Parshat Pekudei
I love nothing more than a good ol fashioned slapstick midrash. This week’s parsha, Pekudei, is the final parsha of the book of Shmot/Exodus, and the assembling of the Mishkan that we’ve witnessed bing constructed for weeks. Midrash Tanchuma (composed in Bavel 500-800CE) tells of this predicament:
When at last they completed the work of the Tabernacle, they sat waiting for the Shekhinah to descend and hover over it. However, they were distressed because the Shekhinah failed to hover over it. What did they do then? They went to the wise-hearted men and said to them: “Why do you sit by idly? Erect the Tabernacle and the Shekhinah will come to rest among us.” They tried to erect the Tabernacle, but did not know how. They were unable to make it stand. Whenever they thought they had assembled it, it would fall apart…
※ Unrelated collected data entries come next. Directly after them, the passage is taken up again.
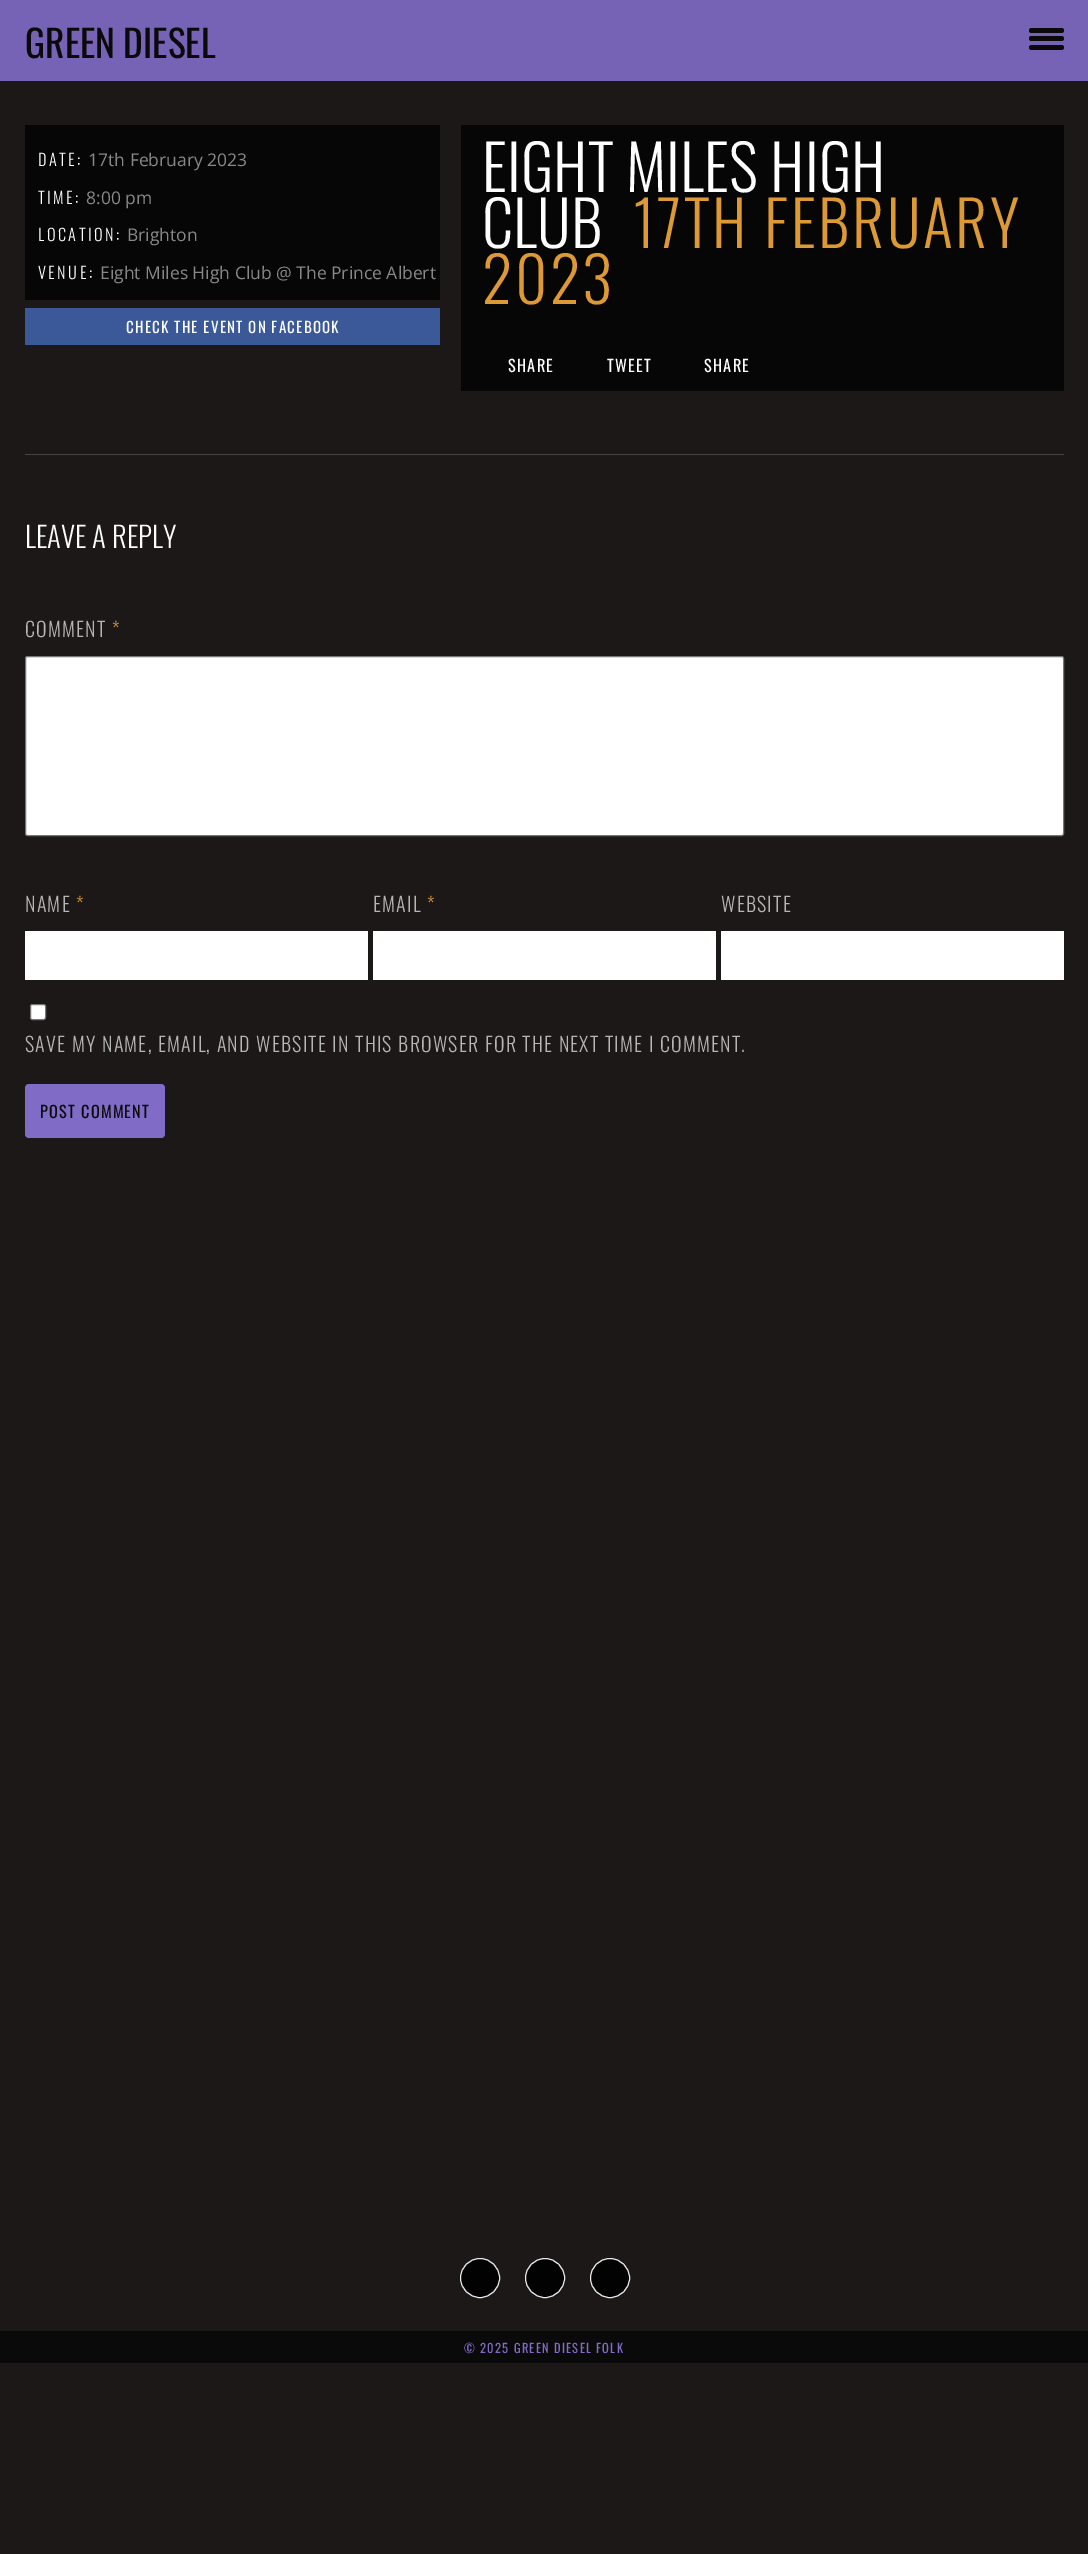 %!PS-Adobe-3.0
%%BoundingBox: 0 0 1088 2554
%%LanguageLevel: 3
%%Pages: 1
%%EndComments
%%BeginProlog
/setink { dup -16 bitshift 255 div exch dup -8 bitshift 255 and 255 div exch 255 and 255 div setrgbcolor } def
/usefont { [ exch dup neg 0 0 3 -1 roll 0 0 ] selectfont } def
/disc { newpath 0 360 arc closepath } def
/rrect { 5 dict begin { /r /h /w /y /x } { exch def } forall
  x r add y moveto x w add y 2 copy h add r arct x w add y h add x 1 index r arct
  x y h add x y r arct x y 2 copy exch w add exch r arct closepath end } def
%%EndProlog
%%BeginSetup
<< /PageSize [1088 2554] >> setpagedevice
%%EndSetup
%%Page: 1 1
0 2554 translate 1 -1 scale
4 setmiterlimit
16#1C1818 setink
0 0 1088 2554 rectfill
16#7663B5 setink
0 0 1088 81 rectfill
16#0A0A0A setink
1029 28 35 5 2.5 rrect fill
1029 36 35 5 2.5 rrect fill
1029 45 35 5 2.5 rrect fill
/Oswald-Regular 37.5 usefont
25 58 moveto (GREEN DIESEL) show
16#060606 setink
25 125 415 175 rectfill
/Oswald-Light 16.25 usefont
16#FFFFFF setink
38 166 moveto 2.5 0 (DATE:) ashow
/OpenSans-Regular 17.5 usefont
16#888888 setink
88 166 moveto (17th February 2023) show
/Oswald-Light 16.25 usefont
16#FFFFFF setink
38 204 moveto 2.5 0 (TIME:) ashow
/OpenSans-Regular 17.5 usefont
16#888888 setink
86 204 moveto (8:00 pm) show
/Oswald-Light 16.25 usefont
16#FFFFFF setink
38 241 moveto 2.5 0 (LOCATION:) ashow
/OpenSans-Regular 17.5 usefont
16#888888 setink
127 241 moveto (Brighton) show
/Oswald-Light 16.25 usefont
16#FFFFFF setink
38 279 moveto 2.5 0 (VENUE:) ashow
/OpenSans-Regular 17.5 usefont
16#888888 setink
100 279 moveto (Eight Miles High Club @ The Prince Albert) show
16#3B5998 setink
25 308 415 37 rectfill
/Oswald-Regular 15 usefont
16#FFFFFF setink
126 333 moveto 1.25 0 (CHECK THE EVENT ON FACEBOOK) ashow
16#060606 setink
461 125 603 266 rectfill
/Oswald-Light 62.5 usefont
16#FFFFFF setink
482 192 moveto (EIGHT MILES HIGH) show
482 248 moveto (CLUB) show
16#DD9933 setink
633 248 moveto 2.5 0 (17TH FEBRUARY) ashow
482 304 moveto 2.5 0 (2023) ashow
/Oswald-Regular 16.25 usefont
16#FFFFFF setink
508 372 moveto 1.25 0 (SHARE) ashow
607 372 moveto 1.25 0 (TWEET) ashow
704 372 moveto 1.25 0 (SHARE) ashow
16#434543 setink
25 454 1039 1 rectfill
/Oswald-Light 28.75 usefont
16#FFFFFF setink
25 548 moveto (LEAVE A REPLY) show
/Oswald-Light 20 usefont
16#B6B6B6 setink
25 637 moveto 1.25 0 (COMMENT) ashow
16#DD9933 setink
112 637 moveto 1.25 0 (*) ashow
16#FFFFFF setink
25.5 656.5 1038 179 2 rrect gsave fill grestore
16#767676 setink
stroke
16#B6B6B6 setink
25 912 moveto 1.25 0 (NAME) ashow
16#DD9933 setink
76 912 moveto 1.25 0 (*) ashow
16#FFFFFF setink
25 931 343 49 rectfill
16#B6B6B6 setink
373 912 moveto 1.25 0 (EMAIL) ashow
16#DD9933 setink
427 912 moveto 1.25 0 (*) ashow
16#FFFFFF setink
373 931 343 49 rectfill
16#B6B6B6 setink
721 912 moveto 1.25 0 (WEBSITE) ashow
16#FFFFFF setink
721 931 343 49 rectfill
30.5 1004.5 15 15 2 rrect gsave fill grestore
16#767676 setink
stroke
16#B6B6B6 setink
25 1052 moveto 1.25 0 (SAVE MY NAME, EMAIL, AND WEBSITE IN THIS BROWSER FOR THE NEXT TIME I COMMENT.) ashow
16#806BC6 setink
25 1084 140 54 4 rrect fill
/Oswald-Regular 16.25 usefont
16#0A0A0A setink
40 1118 moveto 1.25 0 (POST COMMENT) ashow
16#030202 setink
480 2278 19.5 disc gsave fill grestore
16#E8E8E8 setink
stroke
16#030202 setink
545 2278 19.5 disc gsave fill grestore
16#E8E8E8 setink
stroke
16#030202 setink
610 2278 19.5 disc gsave fill grestore
16#E8E8E8 setink
stroke
16#0A0A0A setink
0 2331 1088 32 rectfill
/Oswald-Regular 12.5 usefont
16#806BC6 setink
464 2353 moveto 1.25 0 (© 2025 GREEN DIESEL FOLK) ashow
showpage
%%EOF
So they go to the craftsmen who led the project, Bezalel and Oholiav, asking them to stand up the project, but they couldn’t get it to stand. They started complaining about Moshe, who they in this moment call “Son of Amram” (imagine being so mad at your contractor that you call him by his father’s name!) and complaining that they took all their possessions to build us, promised us they’d make us this mishkan, do all this work, while promising the Holy One of Blessing would “descend from the heavenly sphere and would dwell within the curtain of goats’ hair…” They’re mad.
So, this amazing midrash asks, why couldn’t they do it? Its because, of course, Moshe was mad ehe didn’t get to help construct it yet! Bezalel, Oholiav, and the wise craftspeople got to build it. And because Moshe was pouting, God wouldn’t show up in the Mishkan.
This midrash illuminates the important (enmeshed?) relationship that Moshe and God have. It shows that without everyone being involved, our sacred places truly cannot stand. It reminds us that people and our connection to Gd and each other–not the materials our places of worship are made out of or can afford, is what draws down the Shechina.
And it gives us a hilarious visual of our Elders staring at a pile of gold and goathair and linden, scratching their heads, not unlike an Ikea illustration.